Wednesday 20 April 2016

REVIEW: The X-Files Season 10 (comic) - 'Chitter'

Tony Black reviews issue #9 of The X-Files: Season 10 comic run, 'Chitter'...

xfiles-s10-09-pr-1-d424f

Written by Joe Harris

Art by Greg Scott

We have a new face of horror in The X-Files, and it is called 'the Chittering God'. After the mythology-heavy opening issues and sequel monster of the week story, Joe Harris delivers a creeping one-shot in 'Chitter', which you can almost imagine as a mid-season chiller during the height of the show's run. From a deeply unnerving opening series of panels through to a conclusive but equally open-ended climax, Harris' story delivers in terms of low-fi, old school frights. The cht cht cht cht sound is the kind that would have burrowed into the mind and not let go, had you heard it on screen, and even on the page in its dark, weird form it's unsettling.
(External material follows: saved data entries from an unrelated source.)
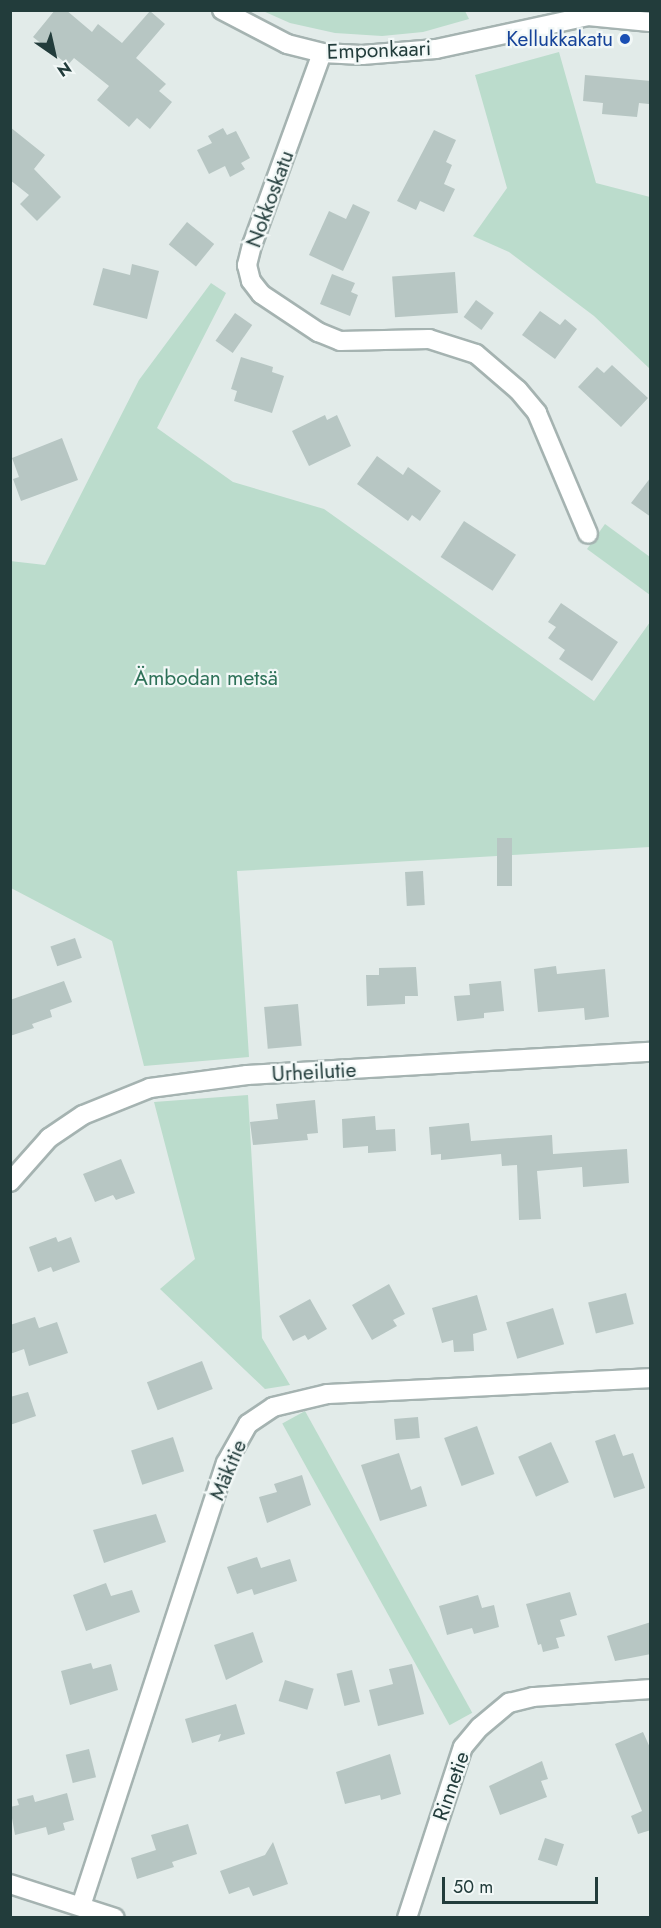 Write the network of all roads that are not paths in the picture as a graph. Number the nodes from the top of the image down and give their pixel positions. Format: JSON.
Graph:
{"nodes":[{"id":1,"x":222,"y":10,"type":"edge"},
{"id":2,"x":588,"y":13,"type":"edge"},
{"id":3,"x":651,"y":22,"type":"edge"},
{"id":4,"x":322,"y":53,"type":"junction"},
{"id":5,"x":588,"y":534,"type":"dead end"},
{"id":6,"x":651,"y":1052,"type":"edge"},
{"id":7,"x":10,"y":1182,"type":"edge"},
{"id":8,"x":651,"y":1378,"type":"edge"},
{"id":9,"x":651,"y":1689,"type":"edge"},
{"id":10,"x":10,"y":1884,"type":"edge"},
{"id":11,"x":81,"y":1906,"type":"junction"},
{"id":12,"x":115,"y":1917,"type":"edge"},
{"id":13,"x":407,"y":1917,"type":"edge"}],
"edges":[{"from":1,"to":4,"type":"street","name":"Emponkaari"},
{"from":2,"to":3,"type":"street","name":"Emponkaari"},
{"from":2,"to":4,"type":"street","name":"Emponkaari"},
{"from":4,"to":5,"type":"street","name":"Nokkoskatu"},
{"from":6,"to":7,"type":"street","name":"Urheilutie"},
{"from":8,"to":11,"type":"street","name":"Mäkitie"},
{"from":9,"to":13,"type":"street","name":"Rinnetie"},
{"from":10,"to":11,"type":"street"},
{"from":11,"to":12,"type":"street"}]} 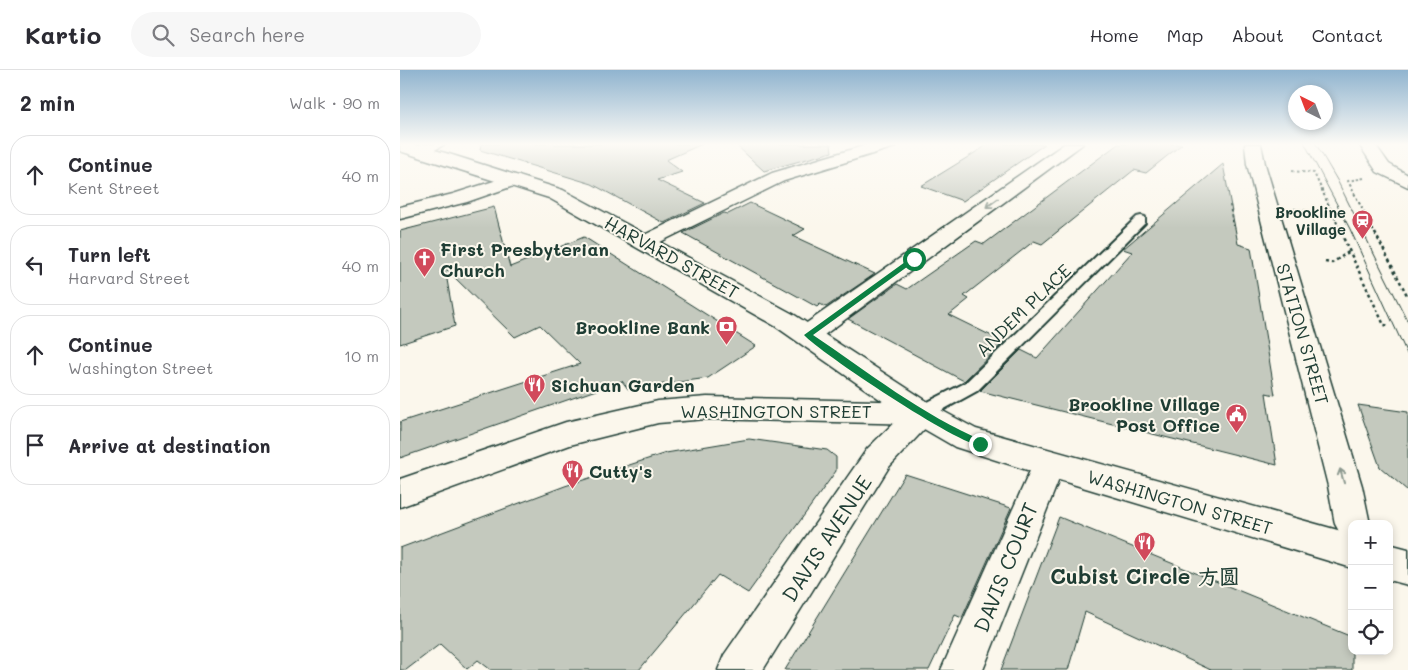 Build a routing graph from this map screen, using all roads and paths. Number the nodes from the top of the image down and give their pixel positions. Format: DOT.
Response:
graph roads {
  1 [pos="492,172"];
  2 [pos="792,172"];
  3 [pos="1036,172"];
  4 [pos="1258,172"];
  5 [pos="1303,172"];
  6 [pos="1390,172"];
  7 [pos="513,180"];
  8 [pos="1348,181"];
  9 [pos="1408,182"];
  10 [pos="1230,205"];
  11 [pos="400,213"];
  12 [pos="1141,220"];
  13 [pos="1233,226"];
  14 [pos="645,242"];
  15 [pos="1350,251"];
  16 [pos="1325,262"];
  17 [pos="1408,297"];
  18 [pos="1390,326"];
  19 [pos="807,335"];
  20 [pos="922,413"];
  21 [pos="1049,464"];
  22 [pos="400,493"];
  23 [pos="1352,520"];
  24 [pos="1348,550"];
  25 [pos="1393,563"];
  26 [pos="1408,567"];
  27 [pos="739,670"];
  28 [pos="962,670"];
  1 -- 7 [label="street, HARVARD STREET"];
  2 -- 14 [label="street"];
  3 -- 19 [label="street, one-way"];
  23 -- 4 [label="street, STATION STREET, one-way"];
  5 -- 15 [label="path"];
  6 -- 9 [label="street"];
  7 -- 11 [label="street"];
  7 -- 14 [label="street, HARVARD STREET"];
  8 -- 17 [label="path"];
  10 -- 13 [label="path"];
  12 -- 20 [label="lane, ANDEM PLACE"];
  14 -- 19 [label="street, HARVARD STREET"];
  15 -- 16 [label="path"];
  15 -- 18 [label="path"];
  19 -- 20 [label="street, HARVARD STREET"];
  20 -- 21 [label="street, WASHINGTON STREET"];
  20 -- 22 [label="street, WASHINGTON STREET"];
  20 -- 27 [label="street, DAVIS AVENUE"];
  21 -- 24 [label="street, WASHINGTON STREET"];
  21 -- 28 [label="street, DAVIS COURT"];
  25 -- 26 [label="street"];
} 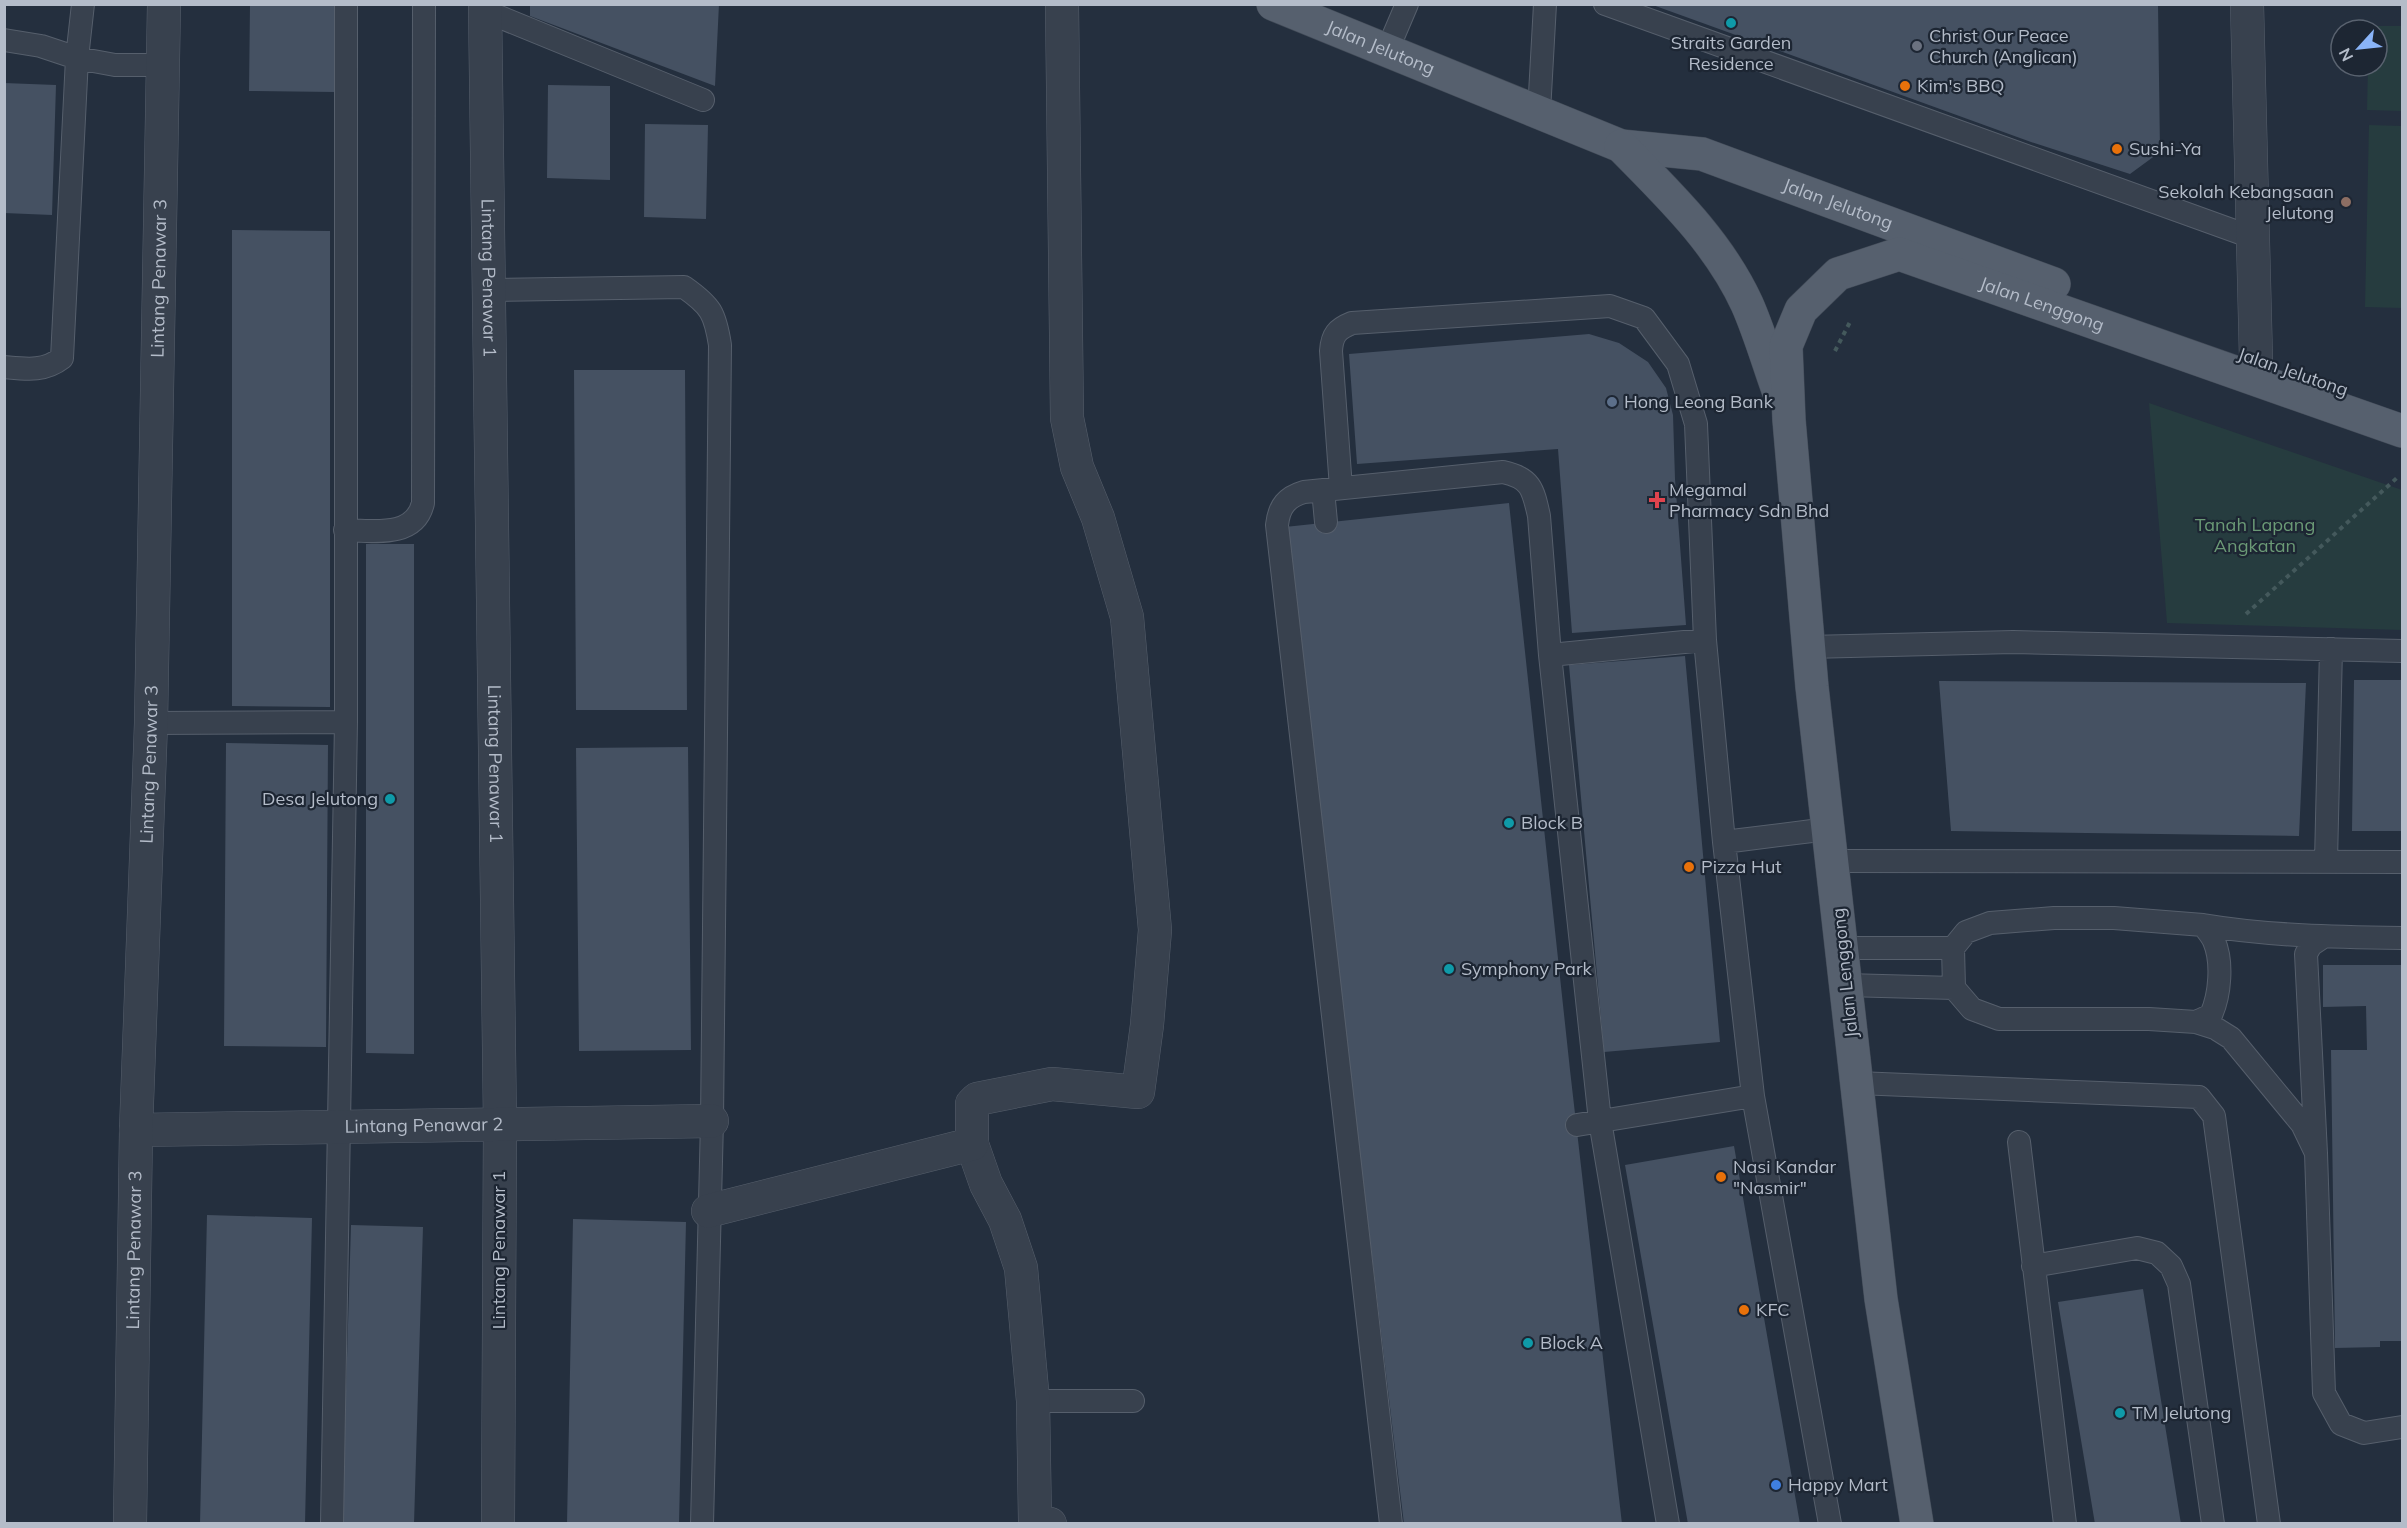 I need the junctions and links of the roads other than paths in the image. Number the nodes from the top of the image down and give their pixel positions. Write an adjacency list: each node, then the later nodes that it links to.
1 (83, 4): 14 (lane)
2 (164, 4): 15 (street, Lintang Penawar 3)
3 (346, 4): 28 (lane)
4 (424, 4): 28 (lane)
5 (1062, 4): 58 (street)
6 (1273, 4): 13 (main road, Jalan Jelutong)
7 (1407, 4): 13 (lane)
8 (1545, 4): 17 (lane)
9 (1605, 4): 19 (lane)
10 (2247, 4): 19 (street)
11 (485, 8): 16 (lane); 20 (street, Lintang Penawar 1)
12 (4, 40): 14 (lane)
13 (1387, 51): 17 (main road, Jalan Jelutong)
14 (77, 58): 15 (lane); 22 (lane)
15 (162, 65): 35 (street, Lintang Penawar 3)
16 (703, 100)
17 (1539, 112): 18 (main road, Jalan Jelutong)
18 (1621, 146): 21 (main road, Jalan Jelutong); 24 (main road, Jalan Lenggong)
19 (2254, 238): 21 (street)
20 (490, 290): 51 (lane); 53 (street, Lintang Penawar 1)
21 (2256, 359): 23 (main road, Jalan Jelutong)
22 (4, 367)
23 (2403, 410)
24 (1789, 420): 25 (main road, Jalan Lenggong); 30 (main road, Jalan Lenggong)
25 (2403, 431)
26 (1332, 489): 27 (lane); 29 (lane); 33 (lane); 70 (lane)
27 (1326, 522)
28 (345, 530): 34 (lane)
29 (1705, 640): 33 (lane); 37 (lane)
30 (1809, 647): 31 (lane); 36 (main road, Jalan Lenggong)
31 (2331, 649): 32 (lane); 39 (lane)
32 (2403, 651)
33 (1550, 655): 52 (lane)
34 (346, 722): 35 (lane); 55 (lane)
35 (151, 723): 56 (street, Lintang Penawar 3)
36 (1828, 829): 37 (lane); 38 (main road, Jalan Lenggong)
37 (1724, 842): 50 (lane)
38 (1832, 861): 39 (lane); 44 (main road, Jalan Lenggong)
39 (2326, 861): 40 (lane)
40 (2403, 862)
41 (2203, 925): 42 (lane); 45 (lane); 48 (lane)
42 (2323, 937): 43 (lane); 59 (lane)
43 (2403, 938)
44 (1842, 948): 45 (lane); 46 (main road, Jalan Lenggong)
45 (1953, 948): 47 (lane)
46 (1846, 985): 47 (lane); 49 (main road, Jalan Lenggong)
47 (1954, 988): 48 (lane)
48 (2196, 1022): 59 (lane)
49 (1857, 1083): 73 (main road, Jalan Lenggong); 76 (lane)
50 (1753, 1096): 52 (lane); 72 (lane)
51 (712, 1121): 53 (street, Lintang Penawar 2); 60 (lane)
52 (1600, 1121): 54 (lane); 71 (lane)
53 (500, 1124): 55 (street, Lintang Penawar 2); 68 (street, Lintang Penawar 1)
54 (1577, 1125)
55 (338, 1127): 56 (street, Lintang Penawar 2); 67 (lane)
56 (136, 1130): 66 (street, Lintang Penawar 3)
57 (2019, 1142): 61 (lane)
58 (972, 1144): 60 (street); 62 (street)
59 (2316, 1153): 64 (lane)
60 (708, 1211): 69 (lane)
61 (2033, 1266): 74 (lane); 75 (lane)
62 (1033, 1401): 63 (lane); 65 (street)
63 (1133, 1401)
64 (2403, 1428)
65 (1040, 1523)
66 (130, 1524)
67 (332, 1524)
68 (498, 1524)
69 (702, 1524)
70 (1391, 1524)
71 (1668, 1524)
72 (1830, 1524)
73 (1917, 1524)
74 (2065, 1524)
75 (2213, 1524)
76 (2270, 1524)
From a narrative standpoint, it's good to see Mulder & Scully back in their old groove in the FBI, swapping banter as they assist on the case of missing children in Millersburg, Pennsylvania; Harris writes Mulder particularly well, really has an ear for his dialogue, and it was good to see here a call back to his Violent Crimes days as new AD Anna Morales pops up, briefly, to remind us she's still there & get Mulder in on the basis of his profiling skills. It's a nice touch, and connects the story as much to the dark Millennium vein as The X-Files (no bad thing). If it lacks anything it's much exploration of the scarab as a presence, briefly Mulder rolling off some folklore but that's about it. Perhaps that's the point.

xfiles-s10-09-pr-6-3b6c9

The manner in how the Chittering God affects Scully is also interesting, given she seems to taste the same bile in the back of her throat and be marked as a victim; indeed by the end, you get the distinct impression that Harris intends to revisit the strangeness that our agents investigate here - there's just something in the ending which suggests he's not quite done. That could be reading too much into it, but if 'Chitter' was revisited that would be no bad thing - thanks to Harris' writing and some dark, colour washed and grimy panels from Greg Scott, the whole piece has a really eerie and creepy feel to it which rests in the vein of the kind of creature-feature, icky episodes of The X-Files that would employ bugs or wildlife to good effect.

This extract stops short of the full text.